[Saved data entries]

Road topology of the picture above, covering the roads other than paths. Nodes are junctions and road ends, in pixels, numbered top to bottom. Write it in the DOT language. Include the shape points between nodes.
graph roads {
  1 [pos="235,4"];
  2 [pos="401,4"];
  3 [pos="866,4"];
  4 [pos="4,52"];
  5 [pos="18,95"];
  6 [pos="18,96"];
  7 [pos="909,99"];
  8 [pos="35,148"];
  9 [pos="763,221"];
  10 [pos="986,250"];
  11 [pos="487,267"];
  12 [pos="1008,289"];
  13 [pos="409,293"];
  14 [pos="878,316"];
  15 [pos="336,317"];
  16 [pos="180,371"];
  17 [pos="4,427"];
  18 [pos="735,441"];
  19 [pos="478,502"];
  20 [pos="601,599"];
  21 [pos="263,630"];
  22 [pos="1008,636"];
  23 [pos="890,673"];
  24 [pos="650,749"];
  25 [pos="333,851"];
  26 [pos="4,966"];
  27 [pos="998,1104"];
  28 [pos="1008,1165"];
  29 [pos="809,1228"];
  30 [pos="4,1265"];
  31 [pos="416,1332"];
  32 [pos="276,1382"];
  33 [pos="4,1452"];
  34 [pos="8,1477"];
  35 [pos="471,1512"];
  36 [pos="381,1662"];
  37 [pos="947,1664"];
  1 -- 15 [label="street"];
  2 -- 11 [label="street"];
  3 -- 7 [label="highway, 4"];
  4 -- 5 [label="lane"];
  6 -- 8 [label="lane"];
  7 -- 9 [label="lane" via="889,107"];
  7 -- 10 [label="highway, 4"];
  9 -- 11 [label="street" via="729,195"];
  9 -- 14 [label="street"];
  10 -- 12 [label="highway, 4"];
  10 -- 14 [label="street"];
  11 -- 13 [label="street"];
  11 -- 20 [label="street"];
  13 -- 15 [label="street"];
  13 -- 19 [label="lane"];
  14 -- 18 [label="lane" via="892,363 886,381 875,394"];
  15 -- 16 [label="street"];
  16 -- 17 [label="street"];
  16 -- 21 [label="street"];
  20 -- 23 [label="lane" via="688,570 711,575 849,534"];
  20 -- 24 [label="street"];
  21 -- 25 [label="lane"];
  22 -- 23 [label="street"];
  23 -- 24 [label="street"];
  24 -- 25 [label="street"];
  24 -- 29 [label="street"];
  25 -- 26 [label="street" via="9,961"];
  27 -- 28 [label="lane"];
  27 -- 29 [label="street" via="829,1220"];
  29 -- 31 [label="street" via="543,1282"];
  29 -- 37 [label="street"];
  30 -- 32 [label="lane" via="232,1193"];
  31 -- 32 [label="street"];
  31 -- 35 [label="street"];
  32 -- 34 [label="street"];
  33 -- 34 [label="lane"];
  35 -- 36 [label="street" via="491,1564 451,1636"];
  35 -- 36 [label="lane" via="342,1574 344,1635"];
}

▶ [Problem requirements] Tally the lines above that include the word "highway"; answer with the total only.

▶ [Task result] 3